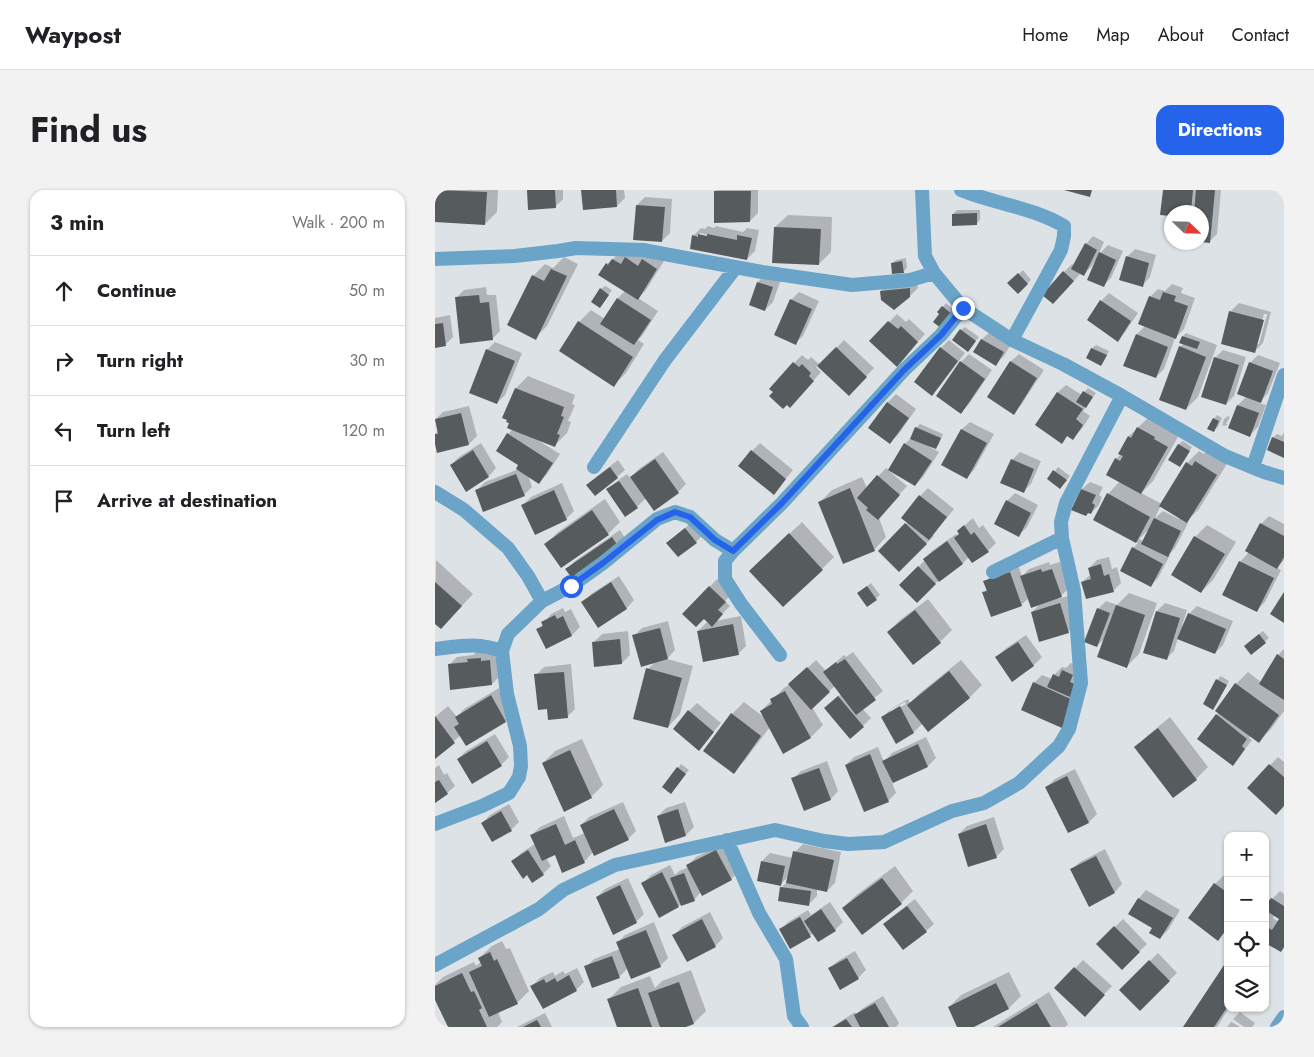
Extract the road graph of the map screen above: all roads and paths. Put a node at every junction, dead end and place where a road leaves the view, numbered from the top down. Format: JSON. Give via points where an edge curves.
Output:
{"nodes":[{"id":1,"x":922,"y":190,"type":"edge"},
{"id":2,"x":961,"y":190,"type":"edge"},
{"id":3,"x":435,"y":259,"type":"edge"},
{"id":4,"x":736,"y":267,"type":"junction"},
{"id":5,"x":934,"y":273,"type":"junction"},
{"id":6,"x":963,"y":308,"type":"junction"},
{"id":7,"x":1013,"y":340,"type":"junction"},
{"id":8,"x":1284,"y":375,"type":"edge"},
{"id":9,"x":1122,"y":396,"type":"junction"},
{"id":10,"x":594,"y":467,"type":"dead end"},
{"id":11,"x":1253,"y":467,"type":"junction"},
{"id":12,"x":1284,"y":478,"type":"edge"},
{"id":13,"x":435,"y":492,"type":"edge"},
{"id":14,"x":1062,"y":538,"type":"junction"},
{"id":15,"x":733,"y":551,"type":"junction"},
{"id":16,"x":993,"y":572,"type":"dead end"},
{"id":17,"x":542,"y":601,"type":"junction"},
{"id":18,"x":435,"y":649,"type":"edge"},
{"id":19,"x":502,"y":650,"type":"junction"},
{"id":20,"x":781,"y":655,"type":"dead end"},
{"id":21,"x":435,"y":824,"type":"edge"},
{"id":22,"x":727,"y":840,"type":"junction"},
{"id":23,"x":435,"y":965,"type":"edge"},
{"id":24,"x":1284,"y":1017,"type":"edge"},
{"id":25,"x":801,"y":1027,"type":"edge"},
{"id":26,"x":1277,"y":1027,"type":"edge"}],
"edges":[{"from":1,"to":5,"type":"street","via":[[925,256]]},
{"from":2,"to":7,"type":"street","via":[[1027,209],[1064,226],[1061,250]]},
{"from":3,"to":4,"type":"street","via":[[515,256],[576,248],[643,250]]},
{"from":4,"to":5,"type":"street","via":[[852,285],[910,280]]},
{"from":4,"to":10,"type":"street","via":[[665,360]]},
{"from":5,"to":6,"type":"street"},
{"from":6,"to":7,"type":"street"},
{"from":6,"to":15,"type":"street","via":[[782,503]]},
{"from":7,"to":9,"type":"street"},
{"from":8,"to":11,"type":"street"},
{"from":9,"to":11,"type":"street","via":[[1225,456]]},
{"from":9,"to":14,"type":"street","via":[[1066,503],[1061,522]]},
{"from":11,"to":12,"type":"street"},
{"from":13,"to":17,"type":"street","via":[[465,510],[508,548]]},
{"from":14,"to":16,"type":"street"},
{"from":14,"to":22,"type":"street","via":[[1074,591],[1081,682],[1069,729],[1059,746],[1019,783],[984,803],[952,811],[884,842],[848,844],[775,830]]},
{"from":15,"to":17,"type":"street","via":[[715,540],[690,517],[675,512],[657,520],[571,586]]},
{"from":15,"to":20,"type":"street","via":[[725,561],[725,579]]},
{"from":17,"to":19,"type":"street","via":[[507,634]]},
{"from":18,"to":19,"type":"street","via":[[474,645]]},
{"from":19,"to":21,"type":"street","via":[[507,694],[520,746],[519,777],[509,793]]},
{"from":22,"to":23,"type":"street","via":[[615,865],[563,890],[539,909]]},
{"from":22,"to":25,"type":"street","via":[[759,913],[786,959],[794,1016]]},
{"from":24,"to":26,"type":"street"}]}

● **The problem**
Exactly as written, set down each line of the records, leaving out the pictures.

● **Answer box**
Extract the road graph of the map screen above: all roads and paths. Put a node at every junction, dead end and place where a road leaves the view, numbered from the top down. Format: JSON. Give via points where an edge curves.
Output:
{"nodes":[{"id":1,"x":922,"y":190,"type":"edge"},
{"id":2,"x":961,"y":190,"type":"edge"},
{"id":3,"x":435,"y":259,"type":"edge"},
{"id":4,"x":736,"y":267,"type":"junction"},
{"id":5,"x":934,"y":273,"type":"junction"},
{"id":6,"x":963,"y":308,"type":"junction"},
{"id":7,"x":1013,"y":340,"type":"junction"},
{"id":8,"x":1284,"y":375,"type":"edge"},
{"id":9,"x":1122,"y":396,"type":"junction"},
{"id":10,"x":594,"y":467,"type":"dead end"},
{"id":11,"x":1253,"y":467,"type":"junction"},
{"id":12,"x":1284,"y":478,"type":"edge"},
{"id":13,"x":435,"y":492,"type":"edge"},
{"id":14,"x":1062,"y":538,"type":"junction"},
{"id":15,"x":733,"y":551,"type":"junction"},
{"id":16,"x":993,"y":572,"type":"dead end"},
{"id":17,"x":542,"y":601,"type":"junction"},
{"id":18,"x":435,"y":649,"type":"edge"},
{"id":19,"x":502,"y":650,"type":"junction"},
{"id":20,"x":781,"y":655,"type":"dead end"},
{"id":21,"x":435,"y":824,"type":"edge"},
{"id":22,"x":727,"y":840,"type":"junction"},
{"id":23,"x":435,"y":965,"type":"edge"},
{"id":24,"x":1284,"y":1017,"type":"edge"},
{"id":25,"x":801,"y":1027,"type":"edge"},
{"id":26,"x":1277,"y":1027,"type":"edge"}],
"edges":[{"from":1,"to":5,"type":"street","via":[[925,256]]},
{"from":2,"to":7,"type":"street","via":[[1027,209],[1064,226],[1061,250]]},
{"from":3,"to":4,"type":"street","via":[[515,256],[576,248],[643,250]]},
{"from":4,"to":5,"type":"street","via":[[852,285],[910,280]]},
{"from":4,"to":10,"type":"street","via":[[665,360]]},
{"from":5,"to":6,"type":"street"},
{"from":6,"to":7,"type":"street"},
{"from":6,"to":15,"type":"street","via":[[782,503]]},
{"from":7,"to":9,"type":"street"},
{"from":8,"to":11,"type":"street"},
{"from":9,"to":11,"type":"street","via":[[1225,456]]},
{"from":9,"to":14,"type":"street","via":[[1066,503],[1061,522]]},
{"from":11,"to":12,"type":"street"},
{"from":13,"to":17,"type":"street","via":[[465,510],[508,548]]},
{"from":14,"to":16,"type":"street"},
{"from":14,"to":22,"type":"street","via":[[1074,591],[1081,682],[1069,729],[1059,746],[1019,783],[984,803],[952,811],[884,842],[848,844],[775,830]]},
{"from":15,"to":17,"type":"street","via":[[715,540],[690,517],[675,512],[657,520],[571,586]]},
{"from":15,"to":20,"type":"street","via":[[725,561],[725,579]]},
{"from":17,"to":19,"type":"street","via":[[507,634]]},
{"from":18,"to":19,"type":"street","via":[[474,645]]},
{"from":19,"to":21,"type":"street","via":[[507,694],[520,746],[519,777],[509,793]]},
{"from":22,"to":23,"type":"street","via":[[615,865],[563,890],[539,909]]},
{"from":22,"to":25,"type":"street","via":[[759,913],[786,959],[794,1016]]},
{"from":24,"to":26,"type":"street"}]}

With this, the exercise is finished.